Juvenile Justice Probation

LA County’s Broken Juvenile Probation System – Part 3: Credit Card Frenzy



When I was on Which Way LA? on Monday, I mentioned
that we had not come close to seeing the bottom of the awful juvenile probation revelations.

Well, a creepy new batch may arrive faster than I anticipated.

In his Wednesday column, Steve Lopez flags one of the lurking reports that I’ve been waiting to see, but that had not yet been formally released.

Here is a representative clip:

I’m told the next bombshell will be the revelation that some employees appear to have been ripping off taxpayers by using county-issued credit cards for personal items, including LCD televisions, DVD players, Sony PlayStations and video games, and barbecue grills. Now maybe some of that loot will turn out to have been authorized, but I can tell you they’re having trouble finding the stuff at county offices.

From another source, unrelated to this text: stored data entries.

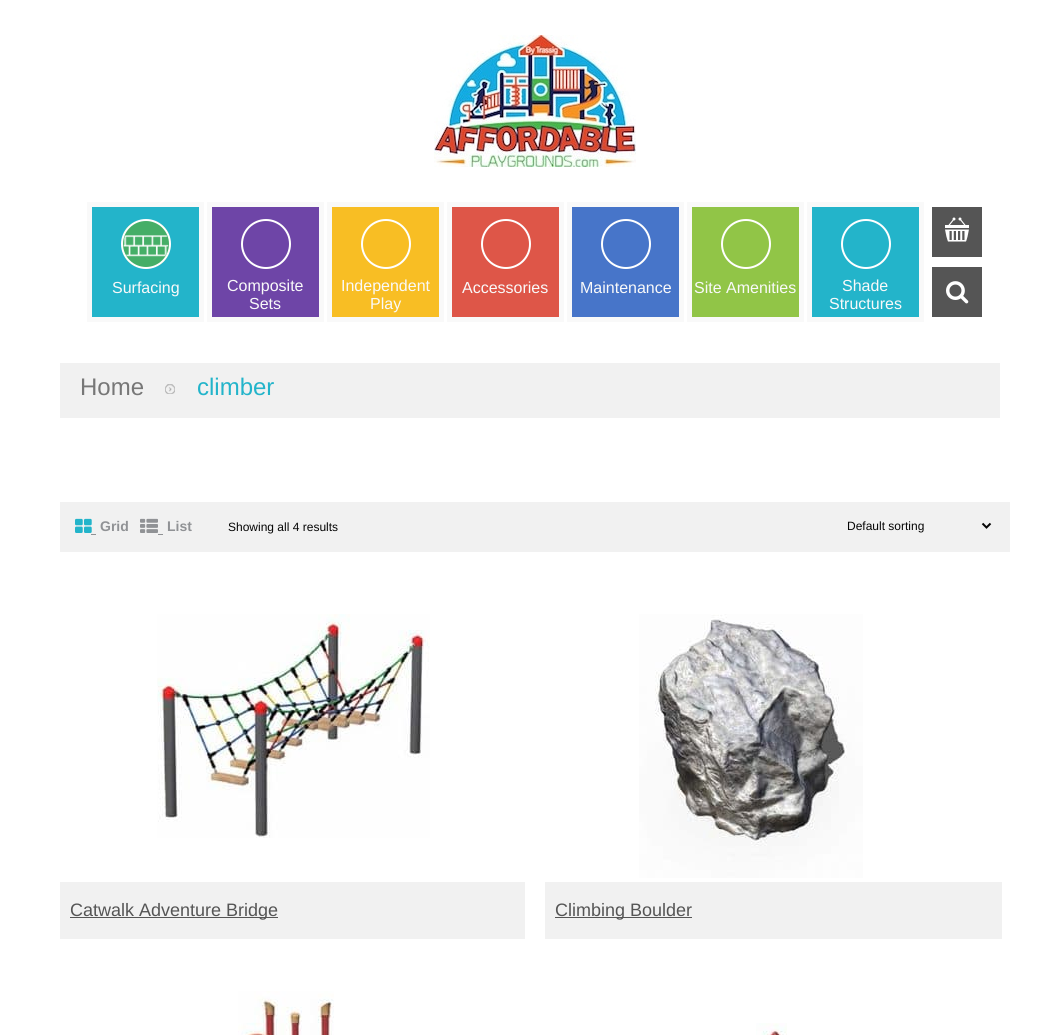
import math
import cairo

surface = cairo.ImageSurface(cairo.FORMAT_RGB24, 1059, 1035)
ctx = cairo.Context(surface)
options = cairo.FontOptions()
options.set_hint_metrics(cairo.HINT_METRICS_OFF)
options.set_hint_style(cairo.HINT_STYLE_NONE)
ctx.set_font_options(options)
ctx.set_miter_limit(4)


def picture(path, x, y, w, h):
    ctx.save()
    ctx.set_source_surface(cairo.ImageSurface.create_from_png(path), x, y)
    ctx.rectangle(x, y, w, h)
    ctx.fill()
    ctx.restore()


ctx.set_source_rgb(1, 1, 1)
ctx.paint()
picture("img1.png", 434, 35, 202, 132)
ctx.set_source_rgb(0.137, 0.706, 0.792)
ctx.rectangle(89.5, 204.5, 112, 115)
ctx.fill_preserve()
ctx.set_source_rgb(0.973, 0.973, 0.973)
ctx.set_line_width(5)
ctx.stroke()
picture("img2.png", 123, 221, 46, 46)
ctx.arc(146, 244, 24, 0, 2 * math.pi)
ctx.set_source_rgb(1, 1, 1)
ctx.set_line_width(2)
ctx.stroke()
ctx.select_font_face("Liberation Sans")
ctx.set_font_size(16)
ctx.set_source_rgb(0.973, 0.973, 0.973)
ctx.move_to(112, 293)
ctx.show_text("Surfacing")
ctx.set_source_rgb(0.431, 0.271, 0.655)
ctx.rectangle(209.5, 204.5, 112, 115)
ctx.fill_preserve()
ctx.set_source_rgb(0.973, 0.973, 0.973)
ctx.set_line_width(5)
ctx.stroke()
ctx.arc(266, 244, 24, 0, 2 * math.pi)
ctx.set_source_rgb(1, 1, 1)
ctx.set_line_width(2)
ctx.stroke()
ctx.set_source_rgb(0.973, 0.973, 0.973)
ctx.move_to(227, 291)
ctx.show_text("Composite")
ctx.move_to(249, 309)
ctx.show_text("Sets")
ctx.set_source_rgb(0.969, 0.745, 0.141)
ctx.rectangle(329.5, 204.5, 112, 115)
ctx.fill_preserve()
ctx.set_source_rgb(0.973, 0.973, 0.973)
ctx.set_line_width(5)
ctx.stroke()
ctx.arc(386, 244, 24, 0, 2 * math.pi)
ctx.set_source_rgb(1, 1, 1)
ctx.set_line_width(2)
ctx.stroke()
ctx.set_source_rgb(0.973, 0.973, 0.973)
ctx.move_to(341, 291)
ctx.show_text("Independent")
ctx.move_to(370, 309)
ctx.show_text("Play")
ctx.set_source_rgb(0.871, 0.337, 0.282)
ctx.rectangle(449.5, 204.5, 112, 115)
ctx.fill_preserve()
ctx.set_source_rgb(0.973, 0.973, 0.973)
ctx.set_line_width(5)
ctx.stroke()
ctx.arc(506, 244, 24, 0, 2 * math.pi)
ctx.set_source_rgb(1, 1, 1)
ctx.set_line_width(2)
ctx.stroke()
ctx.set_source_rgb(0.973, 0.973, 0.973)
ctx.move_to(462, 293)
ctx.show_text("Accessories")
ctx.set_source_rgb(0.278, 0.459, 0.788)
ctx.rectangle(569.5, 204.5, 112, 115)
ctx.fill_preserve()
ctx.set_source_rgb(0.973, 0.973, 0.973)
ctx.set_line_width(5)
ctx.stroke()
ctx.arc(626, 244, 24, 0, 2 * math.pi)
ctx.set_source_rgb(1, 1, 1)
ctx.set_line_width(2)
ctx.stroke()
ctx.set_source_rgb(0.973, 0.973, 0.973)
ctx.move_to(580, 293)
ctx.show_text("Maintenance")
ctx.set_source_rgb(0.569, 0.773, 0.278)
ctx.rectangle(689.5, 204.5, 112, 115)
ctx.fill_preserve()
ctx.set_source_rgb(0.973, 0.973, 0.973)
ctx.set_line_width(5)
ctx.stroke()
ctx.arc(746, 244, 24, 0, 2 * math.pi)
ctx.set_source_rgb(1, 1, 1)
ctx.set_line_width(2)
ctx.stroke()
ctx.set_source_rgb(0.973, 0.973, 0.973)
ctx.move_to(694, 293)
ctx.show_text("Site Amenities")
ctx.set_source_rgb(0.137, 0.706, 0.792)
ctx.rectangle(809.5, 204.5, 112, 115)
ctx.fill_preserve()
ctx.set_source_rgb(0.973, 0.973, 0.973)
ctx.set_line_width(5)
ctx.stroke()
ctx.arc(866, 244, 24, 0, 2 * math.pi)
ctx.set_source_rgb(1, 1, 1)
ctx.set_line_width(2)
ctx.stroke()
ctx.set_source_rgb(0.973, 0.973, 0.973)
ctx.move_to(842, 291)
ctx.show_text("Shade")
ctx.move_to(829, 309)
ctx.show_text("Structures")
ctx.set_source_rgb(0.333, 0.333, 0.333)
ctx.rectangle(932, 207, 50, 50)
ctx.fill()
picture("img3.png", 945, 217, 24, 25)
ctx.rectangle(932, 267, 50, 50)
ctx.fill()
picture("img4.png", 946, 281, 23, 23)
ctx.set_source_rgb(0.945, 0.945, 0.945)
ctx.rectangle(60, 363, 940, 55)
ctx.fill()
ctx.set_font_size(24)
ctx.set_source_rgb(0.467, 0.467, 0.467)
ctx.move_to(80, 395)
ctx.show_text("Home")
picture("img5.png", 165, 384, 10, 10)
ctx.set_source_rgb(0.137, 0.706, 0.792)
ctx.move_to(197, 395)
ctx.show_text("climber")
ctx.set_source_rgb(0.945, 0.945, 0.945)
ctx.rectangle(60, 502, 950, 50)
ctx.fill()
picture("img6.png", 75, 518, 17, 15)
ctx.select_font_face("Liberation Sans", cairo.FONT_SLANT_NORMAL, cairo.FONT_WEIGHT_BOLD)
ctx.set_font_size(14)
ctx.set_source_rgb(0.565, 0.573, 0.584)
ctx.move_to(100, 531)
ctx.show_text("Grid")
ctx.rectangle(91, 534, 5, 1)
ctx.fill()
picture("img7.png", 140, 518, 18, 15)
ctx.move_to(167, 531)
ctx.show_text("List")
ctx.rectangle(158, 534, 5, 1)
ctx.fill()
ctx.select_font_face("Liberation Sans")
ctx.set_font_size(12)
ctx.set_source_rgb(0.02, 0.02, 0.02)
ctx.move_to(228, 531)
ctx.show_text("Showing all 4 results")
ctx.new_path()
ctx.move_to(982.5, 523.5)
ctx.line_to(986.5, 527.5)
ctx.line_to(990.5, 523.5)
ctx.stroke()
ctx.move_to(847, 530)
ctx.show_text("Default sorting")
picture("img8.png", 157, 614, 273, 224)
ctx.set_source_rgb(0.945, 0.945, 0.945)
ctx.rectangle(60, 882, 465, 57)
ctx.fill()
ctx.set_source_rgb(0.333, 0.333, 0.333)
ctx.rectangle(70, 917, 208, 1)
ctx.fill()
ctx.set_font_size(18)
ctx.move_to(70, 916)
ctx.show_text("Catwalk Adventure Bridge")
picture("img9.png", 639, 614, 224, 264)
ctx.set_source_rgb(0.945, 0.945, 0.945)
ctx.rectangle(545, 882, 457, 57)
ctx.fill()
ctx.set_source_rgb(0.333, 0.333, 0.333)
ctx.rectangle(555, 917, 137, 1)
ctx.fill()
ctx.move_to(555, 916)
ctx.show_text("Climbing Boulder")
picture("img10.png", 238, 991, 96, 44)
picture("img11.png", 756, 1023, 31, 12)
surface.write_to_png("page.png")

The purchases were made at Best Buy, Sears and Home Depot, I’m told, and at times there were so-called split purchases, in which the shopper made separate buys, perhaps to avoid calling attention to any single large haul.

“I will tell you that when I looked at it, I was outraged,” L.A. County Chief Executive William Fujioka said of a preliminary report indicating more than 80 suspicious uses of credit cards. “I told my folks to immediately start working with the D.A. on it.”

He and other county officials told me they haven’t yet seen the full accounting of an investigation by the county auditor-controller, but they’ve seen enough to work up a good lather.

“I think the hammer will come down very hard,” said Supervisor Mark Ridley-Thomas.

Supervisor Zev Yaroslavsky, who was briefed on the credit card caper, said we’ve seen only “the tip of the iceberg” when it comes to department malfeasance.

He’s got that right.

It’s nice that the Supervisors are sounding appropriately outraged and all. But where were they when various watchdogs and activists were shrieking about this malfeasance-fraught, kid-abusing probation department for the last several years?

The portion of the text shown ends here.